(Excerpts from a dataset)
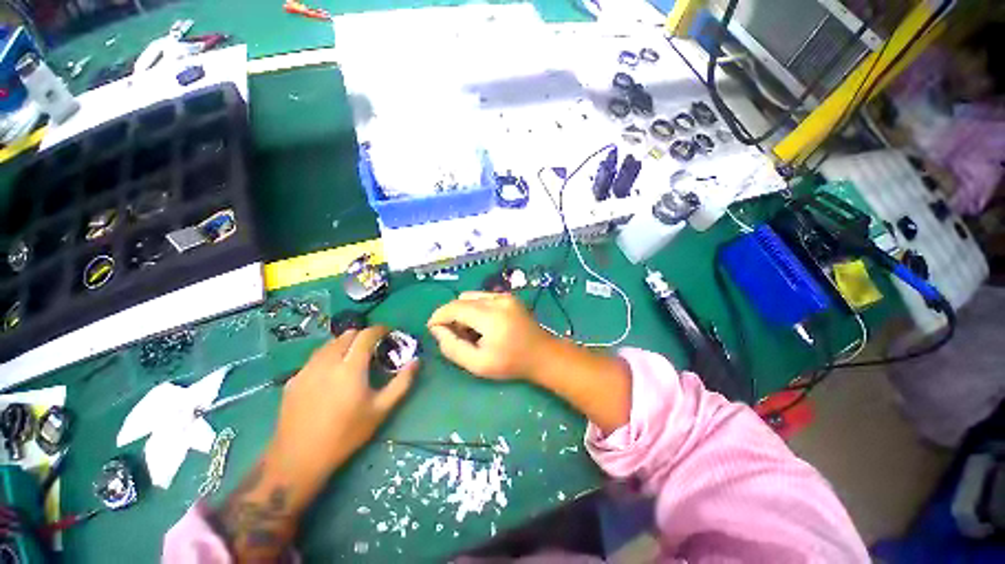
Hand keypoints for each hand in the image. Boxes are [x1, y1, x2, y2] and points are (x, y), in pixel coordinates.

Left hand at [269, 326, 417, 479]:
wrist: (299, 458)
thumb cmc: (346, 433)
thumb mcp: (381, 409)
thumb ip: (402, 382)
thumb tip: (416, 361)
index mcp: (351, 367)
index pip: (366, 335)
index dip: (380, 329)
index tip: (389, 332)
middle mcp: (327, 362)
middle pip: (347, 335)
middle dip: (363, 335)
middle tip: (373, 348)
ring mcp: (307, 369)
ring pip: (329, 344)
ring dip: (345, 344)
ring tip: (352, 359)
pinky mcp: (293, 379)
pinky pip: (315, 358)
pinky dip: (329, 357)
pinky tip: (331, 375)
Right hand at [427, 292, 554, 380]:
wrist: (542, 354)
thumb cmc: (511, 363)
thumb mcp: (478, 364)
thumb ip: (453, 347)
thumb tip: (436, 330)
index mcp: (491, 316)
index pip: (455, 307)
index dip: (439, 316)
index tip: (432, 329)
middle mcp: (498, 300)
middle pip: (461, 300)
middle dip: (451, 315)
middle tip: (454, 335)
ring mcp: (505, 296)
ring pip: (471, 296)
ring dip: (463, 311)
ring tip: (470, 331)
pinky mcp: (509, 296)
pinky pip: (482, 297)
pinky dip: (475, 308)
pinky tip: (483, 324)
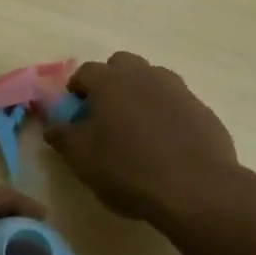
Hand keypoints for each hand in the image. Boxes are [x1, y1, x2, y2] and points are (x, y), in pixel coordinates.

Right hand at [44, 51, 247, 228]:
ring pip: (153, 79)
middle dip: (112, 80)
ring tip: (138, 125)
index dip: (78, 87)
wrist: (197, 190)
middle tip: (107, 111)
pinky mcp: (203, 110)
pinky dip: (168, 113)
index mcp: (110, 82)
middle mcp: (144, 76)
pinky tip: (168, 142)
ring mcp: (178, 90)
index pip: (86, 71)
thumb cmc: (129, 170)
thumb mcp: (83, 159)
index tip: (76, 108)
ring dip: (142, 93)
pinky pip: (177, 102)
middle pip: (123, 64)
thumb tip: (52, 126)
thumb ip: (63, 137)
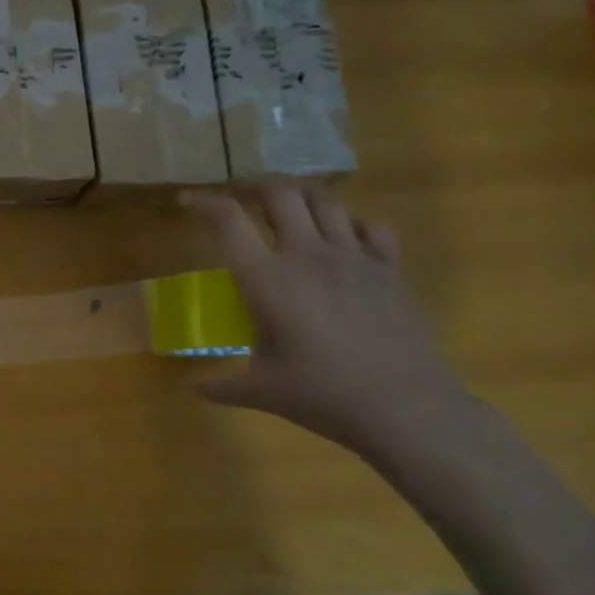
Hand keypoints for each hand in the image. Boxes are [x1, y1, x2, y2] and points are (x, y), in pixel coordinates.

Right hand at [187, 185, 474, 458]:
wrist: (405, 408)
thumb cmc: (322, 396)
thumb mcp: (260, 392)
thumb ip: (221, 385)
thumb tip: (193, 388)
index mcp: (266, 279)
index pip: (227, 220)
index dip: (202, 203)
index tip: (188, 202)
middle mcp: (307, 255)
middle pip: (279, 193)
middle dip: (254, 185)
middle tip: (240, 196)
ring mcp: (354, 257)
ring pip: (325, 200)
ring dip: (300, 197)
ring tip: (288, 207)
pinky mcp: (390, 269)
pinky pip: (372, 225)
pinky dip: (352, 222)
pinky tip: (344, 237)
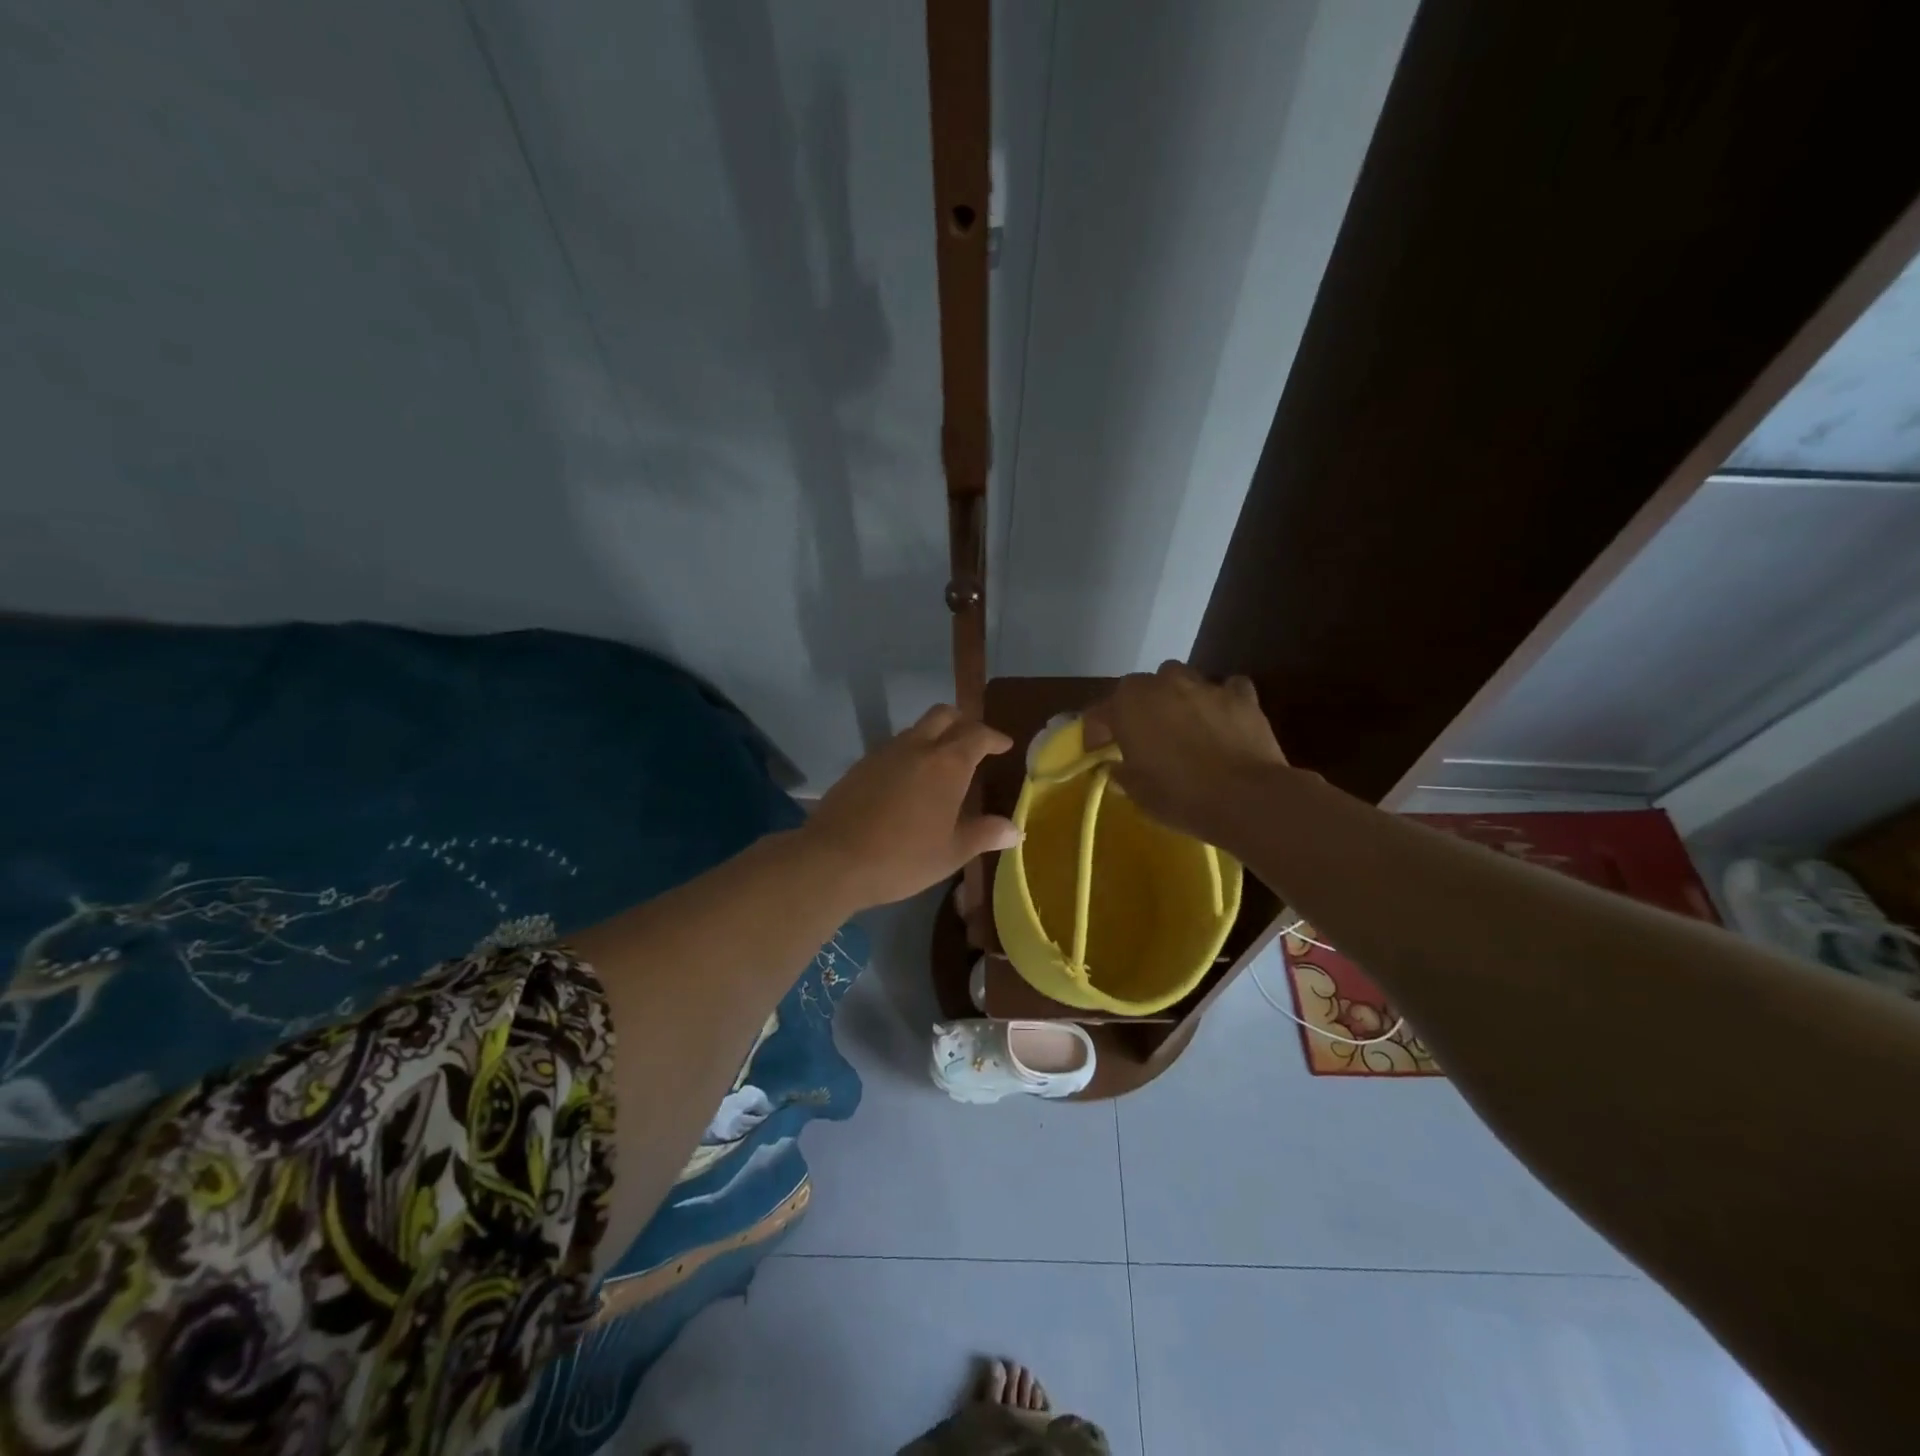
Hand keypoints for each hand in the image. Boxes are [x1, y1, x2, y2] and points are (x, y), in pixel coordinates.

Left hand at [803, 705, 1020, 910]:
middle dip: (962, 722)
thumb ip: (985, 834)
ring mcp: (884, 753)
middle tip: (974, 742)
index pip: (977, 735)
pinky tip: (908, 782)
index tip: (1004, 745)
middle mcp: (916, 747)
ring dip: (933, 736)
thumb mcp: (951, 852)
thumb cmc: (903, 857)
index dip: (994, 737)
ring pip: (915, 729)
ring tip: (941, 764)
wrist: (834, 859)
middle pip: (943, 715)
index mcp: (946, 764)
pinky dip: (909, 753)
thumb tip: (1015, 829)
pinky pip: (893, 748)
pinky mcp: (860, 765)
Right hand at [1082, 662, 1288, 843]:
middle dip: (1138, 707)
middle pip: (1141, 686)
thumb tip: (1117, 767)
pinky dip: (1222, 699)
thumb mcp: (1137, 793)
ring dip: (1177, 696)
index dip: (1096, 732)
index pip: (1100, 712)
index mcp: (1129, 704)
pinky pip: (1227, 688)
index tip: (1098, 752)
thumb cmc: (1179, 796)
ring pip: (1182, 678)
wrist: (1245, 798)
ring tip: (1182, 723)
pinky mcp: (1242, 696)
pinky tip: (1223, 717)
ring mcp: (1205, 686)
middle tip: (1143, 736)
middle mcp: (1163, 684)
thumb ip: (1122, 773)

▶ **Your goal**: Only exact lines belong in the answer: those from the beginning of the entries above through the line holding "ring mcp: (178, 90)", with no pictures.

▶ **Response**:
Hand keypoints for each hand in the image. Boxes are [x1, y1, x2, y2] and points are (x, y), in pixel coordinates.

Left hand at [269, 326, 417, 479]:
wrist: (299, 458)
thumb cmc: (346, 433)
thumb mcp: (381, 409)
thumb ip: (402, 382)
thumb tip: (416, 361)
index mcp: (351, 367)
index pip: (366, 335)
index dip: (380, 329)
index tip: (389, 332)
middle mcp: (327, 362)
middle pip: (347, 335)
middle dip: (363, 335)
middle tip: (373, 348)
ring mcp: (307, 369)
ring pip: (329, 344)
ring dip: (345, 344)
ring tip: (352, 359)
pinky mcp: (293, 379)
pinky pip: (315, 358)
pinky dip: (329, 357)
pinky tip: (331, 375)
Right hand at [427, 292, 554, 380]:
wrist: (542, 354)
thumb cmc: (511, 363)
thumb mcp: (478, 364)
thumb ip: (453, 347)
thumb tip: (436, 330)
index mcp: (491, 316)
index pip: (455, 307)
index dip: (439, 316)
index tip: (432, 329)
middle mcp: (498, 300)
middle pip: (461, 300)
middle dip: (451, 315)
middle tip: (454, 335)
ring mcp: (505, 296)
ring pip: (471, 296)
ring dip: (463, 311)
ring tip: (470, 331)
pinky mcp: (509, 296)
pinky pip: (482, 297)
pinky dip: (475, 308)
pinky tip: (483, 324)
Hand keypoints for each hand in the image. Boxes are [x1, y1, x2, y2] and points are (x, y), in pixel coordinates.

Right hand at [44, 51, 247, 228]:
ring pip: (153, 79)
middle dip: (112, 80)
ring tip: (138, 125)
index dip: (78, 87)
wrist: (197, 190)
middle tip: (107, 111)
pinky mcp: (203, 110)
pinky dip: (168, 113)
index mcp: (110, 82)
middle mcp: (144, 76)
pinky tip: (168, 142)
ring mcp: (178, 90)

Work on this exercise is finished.